After her mother died, she took over her parents’ business, and at the age of 13, she became the youngest vendor in Taitung City’s Central Market, selling vegetables ever since for nearly five decades.

She had never married, although the opportunity presented itself in her early 20s. Her brother told Taiwan’s Liberty Times that their father asked her to postpone her wedding to support the family until her younger siblings finished their schooling, and Chen’s sweetheart eventually married someone else. From then, working at her stall in the market to sell vegetables became the main priority of her life.

Her routine consists of getting up at 2:30 a.m. to purchase vegetables from a wholesale market, opening her business between 4 a.m. and 5 a.m., and closing up shop at around 9 p.m.

Chen is accustomed to working long hours to save money to help others, fueled by her own unique motivation for giving back. When she was still in elementary school, her mother and younger brother became ill, but the family could not afford to hospitalize them. Authorities from her school asked staff members and students to donate money to help the family out. With their assistance, both mother and brother were able to go to the hospital.

She said because she had been helped by others in the past, she vowed to also help the poor. She says that’s how she has found happiness, and even when physically challenged, she perseveres to sell vegetables at the market.

“Money serves its purpose only when it is used for those who need it,” she said in a newspaper account.

When asked why she was so generous in donating her hard-earned money, she said, “I accumulate virtue instead of wealth. Life is short, and you don’t know when you will die. I don’t have a son, so what would I do with all the money I have saved? I might as well just do good deeds and accumulate virtue.”

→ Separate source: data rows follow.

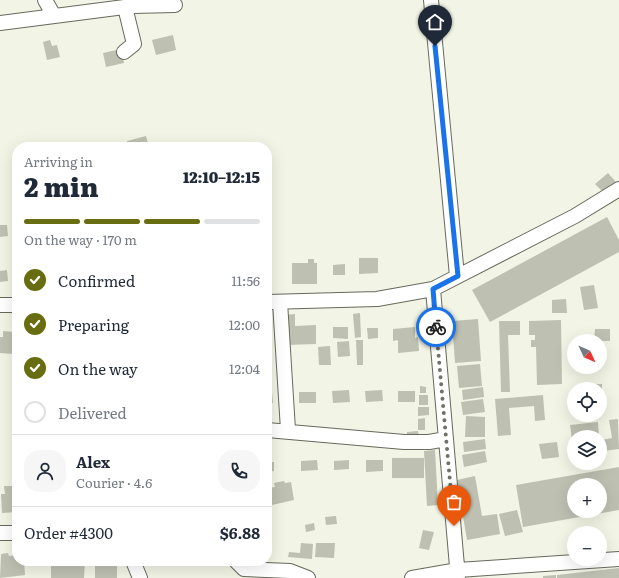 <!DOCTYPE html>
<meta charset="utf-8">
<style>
:root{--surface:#fff;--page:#f6f6f7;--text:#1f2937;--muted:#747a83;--line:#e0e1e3;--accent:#686d11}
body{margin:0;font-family:Literata,serif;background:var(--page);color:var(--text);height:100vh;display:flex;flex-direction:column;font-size:15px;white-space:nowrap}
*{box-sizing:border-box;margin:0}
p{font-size:13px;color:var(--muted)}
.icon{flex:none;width:22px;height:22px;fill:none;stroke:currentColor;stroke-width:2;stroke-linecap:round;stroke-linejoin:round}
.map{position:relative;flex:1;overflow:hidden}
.drawer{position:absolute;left:12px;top:142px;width:260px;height:424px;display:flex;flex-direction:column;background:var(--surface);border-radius:16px;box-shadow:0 4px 16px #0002}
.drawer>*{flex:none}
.needle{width:26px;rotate:134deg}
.controls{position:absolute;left:567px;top:334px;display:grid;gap:8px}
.controls a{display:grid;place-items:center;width:40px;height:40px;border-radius:50%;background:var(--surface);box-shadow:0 4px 16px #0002;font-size:20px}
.pin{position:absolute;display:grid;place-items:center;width:34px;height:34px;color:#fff;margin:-41px -17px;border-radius:50% 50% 50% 0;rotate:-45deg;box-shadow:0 0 4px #0007}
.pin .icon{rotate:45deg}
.courier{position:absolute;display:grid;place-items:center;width:40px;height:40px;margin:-20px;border:3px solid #1a73e8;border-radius:50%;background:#fff;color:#222;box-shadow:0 1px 5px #0007}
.headline em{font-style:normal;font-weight:800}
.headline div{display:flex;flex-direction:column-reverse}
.headline{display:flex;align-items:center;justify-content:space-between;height:68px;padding:0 12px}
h1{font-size:26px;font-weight:800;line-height:30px}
.bar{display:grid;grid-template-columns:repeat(4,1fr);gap:6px 4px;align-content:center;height:48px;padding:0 12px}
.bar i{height:5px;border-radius:3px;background:var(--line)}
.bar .selected{background:var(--accent)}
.bar p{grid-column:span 4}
.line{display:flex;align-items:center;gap:10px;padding:0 12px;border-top:1px solid var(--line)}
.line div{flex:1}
.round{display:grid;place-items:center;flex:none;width:42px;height:42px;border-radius:16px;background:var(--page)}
ol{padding:0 12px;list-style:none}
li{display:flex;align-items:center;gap:12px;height:44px}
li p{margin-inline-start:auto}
li .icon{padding:4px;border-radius:50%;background:var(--accent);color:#fff;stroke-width:4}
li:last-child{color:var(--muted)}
li i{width:22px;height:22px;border:2px solid var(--line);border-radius:50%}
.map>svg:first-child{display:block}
.building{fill:#bec0b2;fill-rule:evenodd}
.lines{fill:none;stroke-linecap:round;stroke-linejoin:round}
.minor-casing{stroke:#67695c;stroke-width:16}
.minor{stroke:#fff;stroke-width:14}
.done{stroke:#707168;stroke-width:4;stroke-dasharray:0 7.2}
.route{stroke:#1a73e8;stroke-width:5}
</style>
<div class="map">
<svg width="619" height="578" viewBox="0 0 619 578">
<rect width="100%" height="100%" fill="#f2f4e5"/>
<path class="building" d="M173,35L176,50L156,55L152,40Z
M50,40L52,46L57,45L60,57L47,60L43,42Z
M121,49L124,63L106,67L103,53Z
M146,136L149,147H128L127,141Z
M608,173L616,182L604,193L595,184Z
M607,217L619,240V252L490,322L472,290Z
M0,225H7L8,236L0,237Z
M359,258H378V273L359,274Z
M308,259H314V263H317V284H292V263H308Z
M345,264V275H333V265Z
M7,270L8,281L0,282V271Z
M594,285L598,308L584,310L580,287Z
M566,299L567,313H552V300Z
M360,313L361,337L355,338L353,314Z
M295,314V326L316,325V344L286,345L285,315Z
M478,319L481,361L455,363L452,321Z
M561,320L562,384L537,385L536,347H531V340H535V335H529V321Z
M499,321H520V335H508L510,392H501Z
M333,327H348V339L333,338Z
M415,327V338L418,337L419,351L398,353V340L393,341V329Z
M367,328H378V338L368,339Z
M595,329H610V341H594Z
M3,331L15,332L14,354L0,353V337H3Z
M356,340H363V365H357Z
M349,341L350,356L338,357L337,342Z
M330,346L331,365H319L318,347Z
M480,364L482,386L459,388L457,366Z
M587,384H602V399L600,400V389H588Z
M420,386L426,387V393H420Z
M483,387L484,397L463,400L462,390Z
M349,390L350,402L333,403L332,391Z
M382,390L383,401L366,402L365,391Z
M398,391H415V402H398Z
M267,392H272L273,403L267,404Z
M299,392H316V403H299Z
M419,395H428V405H419Z
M543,395L545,420L535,421L534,406L509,408L511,435L498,436L495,399Z
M483,399L485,412L463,415L461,402Z
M418,407H429V415L418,416Z
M466,416L485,417V437H465Z
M425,418V430H418V419Z
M618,419L619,449L603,451L602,440L612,438L609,420Z
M598,422L599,437H574L573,447L570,425Z
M418,431L419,437L407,438V432Z
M485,439L486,449L464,452L463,442Z
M557,442L559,457L542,459L539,444Z
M435,450L438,505L427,506L424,451Z
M485,451L487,462L464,467L462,455Z
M392,458H424V478H392Z
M317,460L318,470L301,471V461Z
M349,460V469L334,470V461Z
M366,460H383V471L366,472Z
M267,462H274V471L267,472Z
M619,467V510L523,527L516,485ZM574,485H600V511H574Z
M475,476L482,516L497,514L500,534L467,540L457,480Z
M284,481L285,483L291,482L294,500L272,505L269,488L275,487L274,483Z
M4,486H17V512L2,513L1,494H5Z
M517,510L523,532L505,536L499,514Z
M336,516L337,524L326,525L325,517Z
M314,523L315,530L306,532L305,525Z
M423,530L434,532L429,550L419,548Z
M301,543L313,544L312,559L288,557L289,552L300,553Z
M316,543H335L334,558L315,557Z
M267,546H269L270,559L267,560Z
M8,553L9,556L17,555V561H24L25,575L0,578L1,554Z
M51,561H85L84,578H51Z
M95,561H117V578H95Z
M619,568V578H557V575Z
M556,575V578H543V576Z"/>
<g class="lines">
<g class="minor-casing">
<path id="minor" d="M45,0L54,16
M431,0L457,276
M0,23L132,6L175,5
M124,52L134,44L125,7
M433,289L458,578
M267,302L377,299L433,289L575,216L619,189
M280,302L288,430
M0,305H17
M267,430L404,442H429L446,439
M0,533H17
M133,561L140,578
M236,561L244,569L290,571L308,578
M412,578L458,570L619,559"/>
</g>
<use href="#minor" class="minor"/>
</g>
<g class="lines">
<path class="done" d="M436,327L454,526"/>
<path class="route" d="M435,46L458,276L433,289L436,327"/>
</g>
</svg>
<div class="controls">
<a><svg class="needle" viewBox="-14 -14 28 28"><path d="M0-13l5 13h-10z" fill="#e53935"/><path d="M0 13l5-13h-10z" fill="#747a83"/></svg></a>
<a><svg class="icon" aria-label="locate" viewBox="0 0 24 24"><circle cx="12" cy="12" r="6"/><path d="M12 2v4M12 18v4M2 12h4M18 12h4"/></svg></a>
<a><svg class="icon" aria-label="layers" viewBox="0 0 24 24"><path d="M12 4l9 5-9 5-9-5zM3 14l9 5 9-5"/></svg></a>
<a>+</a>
<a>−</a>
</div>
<div class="pin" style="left:454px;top:526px;background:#ea580c"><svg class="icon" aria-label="bag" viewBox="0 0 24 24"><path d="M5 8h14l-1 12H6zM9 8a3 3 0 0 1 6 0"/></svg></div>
<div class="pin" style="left:435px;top:46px;background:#1f2937"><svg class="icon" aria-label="home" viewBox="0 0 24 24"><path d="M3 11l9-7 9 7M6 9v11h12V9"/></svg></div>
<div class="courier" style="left:436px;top:327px"><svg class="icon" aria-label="bike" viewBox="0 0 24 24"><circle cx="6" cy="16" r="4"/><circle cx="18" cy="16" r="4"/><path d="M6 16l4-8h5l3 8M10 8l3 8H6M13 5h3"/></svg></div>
<section class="drawer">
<div class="headline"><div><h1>2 min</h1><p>Arriving in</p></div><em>12:10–12:15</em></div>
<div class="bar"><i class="selected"></i><i class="selected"></i><i class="selected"></i><i></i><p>On the way · 170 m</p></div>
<ol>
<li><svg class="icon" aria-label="check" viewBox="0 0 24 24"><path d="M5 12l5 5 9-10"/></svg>Confirmed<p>11:56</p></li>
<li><svg class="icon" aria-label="check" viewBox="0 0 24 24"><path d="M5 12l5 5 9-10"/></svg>Preparing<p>12:00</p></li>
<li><svg class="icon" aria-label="check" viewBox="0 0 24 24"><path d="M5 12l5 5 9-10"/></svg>On the way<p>12:04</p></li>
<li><i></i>Delivered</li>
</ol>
<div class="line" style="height:72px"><a class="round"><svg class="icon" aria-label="person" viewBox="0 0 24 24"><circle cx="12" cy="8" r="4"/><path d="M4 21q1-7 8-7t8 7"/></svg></a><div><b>Alex</b><p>Courier · 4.6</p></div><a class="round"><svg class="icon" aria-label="phone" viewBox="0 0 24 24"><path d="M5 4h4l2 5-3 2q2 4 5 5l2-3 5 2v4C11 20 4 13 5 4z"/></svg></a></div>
<div class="line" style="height:52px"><div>Order #4300</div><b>$6.88</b></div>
</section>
</div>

Although Chen has become one of Taiwan’s hottest media stars since she was chosen as a Time magazine 2010 role model, success has not spoiled her. She has asked the media not to hang around, as she wants to get back to her usual routine of selling vegetables in the market right away.

Upon her return to Taiwan, Chen enthusiastically told the media, “I can’t wait to go back to the market to sell vegetables. I want to make and donate another NT$10 million! [US $320,000].”